Goal of the exercise:
Return each line of the listing exactly as written.
□ □ □
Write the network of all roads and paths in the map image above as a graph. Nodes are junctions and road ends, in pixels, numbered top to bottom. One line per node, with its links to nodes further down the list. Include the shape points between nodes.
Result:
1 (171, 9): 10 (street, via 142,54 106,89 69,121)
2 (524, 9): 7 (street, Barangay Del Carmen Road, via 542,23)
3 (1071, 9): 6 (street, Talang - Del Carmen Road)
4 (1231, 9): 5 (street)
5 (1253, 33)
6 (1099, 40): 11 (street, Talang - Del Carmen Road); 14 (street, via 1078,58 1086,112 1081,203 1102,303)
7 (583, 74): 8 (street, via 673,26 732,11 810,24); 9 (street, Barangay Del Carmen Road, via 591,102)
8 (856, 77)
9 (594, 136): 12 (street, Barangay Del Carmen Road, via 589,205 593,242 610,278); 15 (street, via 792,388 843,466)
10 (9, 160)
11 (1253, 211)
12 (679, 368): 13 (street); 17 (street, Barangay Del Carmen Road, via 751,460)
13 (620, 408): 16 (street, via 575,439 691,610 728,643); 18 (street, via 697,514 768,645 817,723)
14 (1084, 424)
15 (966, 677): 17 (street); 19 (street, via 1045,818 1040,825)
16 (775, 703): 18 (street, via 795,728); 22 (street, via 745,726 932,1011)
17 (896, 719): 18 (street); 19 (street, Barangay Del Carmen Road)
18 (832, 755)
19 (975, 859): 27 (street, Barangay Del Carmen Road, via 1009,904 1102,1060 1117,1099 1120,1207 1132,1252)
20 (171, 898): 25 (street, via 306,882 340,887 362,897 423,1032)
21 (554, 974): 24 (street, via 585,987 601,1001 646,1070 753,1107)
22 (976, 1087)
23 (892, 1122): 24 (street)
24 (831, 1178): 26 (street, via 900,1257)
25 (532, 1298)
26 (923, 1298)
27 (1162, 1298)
□ □ □
Answer space:
Write the network of all roads and paths in the map image above as a graph. Nodes are junctions and road ends, in pixels, numbered top to bottom. One line per node, with its links to nodes further down the list. Include the shape points between nodes.
Result:
1 (171, 9): 10 (street, via 142,54 106,89 69,121)
2 (524, 9): 7 (street, Barangay Del Carmen Road, via 542,23)
3 (1071, 9): 6 (street, Talang - Del Carmen Road)
4 (1231, 9): 5 (street)
5 (1253, 33)
6 (1099, 40): 11 (street, Talang - Del Carmen Road); 14 (street, via 1078,58 1086,112 1081,203 1102,303)
7 (583, 74): 8 (street, via 673,26 732,11 810,24); 9 (street, Barangay Del Carmen Road, via 591,102)
8 (856, 77)
9 (594, 136): 12 (street, Barangay Del Carmen Road, via 589,205 593,242 610,278); 15 (street, via 792,388 843,466)
10 (9, 160)
11 (1253, 211)
12 (679, 368): 13 (street); 17 (street, Barangay Del Carmen Road, via 751,460)
13 (620, 408): 16 (street, via 575,439 691,610 728,643); 18 (street, via 697,514 768,645 817,723)
14 (1084, 424)
15 (966, 677): 17 (street); 19 (street, via 1045,818 1040,825)
16 (775, 703): 18 (street, via 795,728); 22 (street, via 745,726 932,1011)
17 (896, 719): 18 (street); 19 (street, Barangay Del Carmen Road)
18 (832, 755)
19 (975, 859): 27 (street, Barangay Del Carmen Road, via 1009,904 1102,1060 1117,1099 1120,1207 1132,1252)
20 (171, 898): 25 (street, via 306,882 340,887 362,897 423,1032)
21 (554, 974): 24 (street, via 585,987 601,1001 646,1070 753,1107)
22 (976, 1087)
23 (892, 1122): 24 (street)
24 (831, 1178): 26 (street, via 900,1257)
25 (532, 1298)
26 (923, 1298)
27 (1162, 1298)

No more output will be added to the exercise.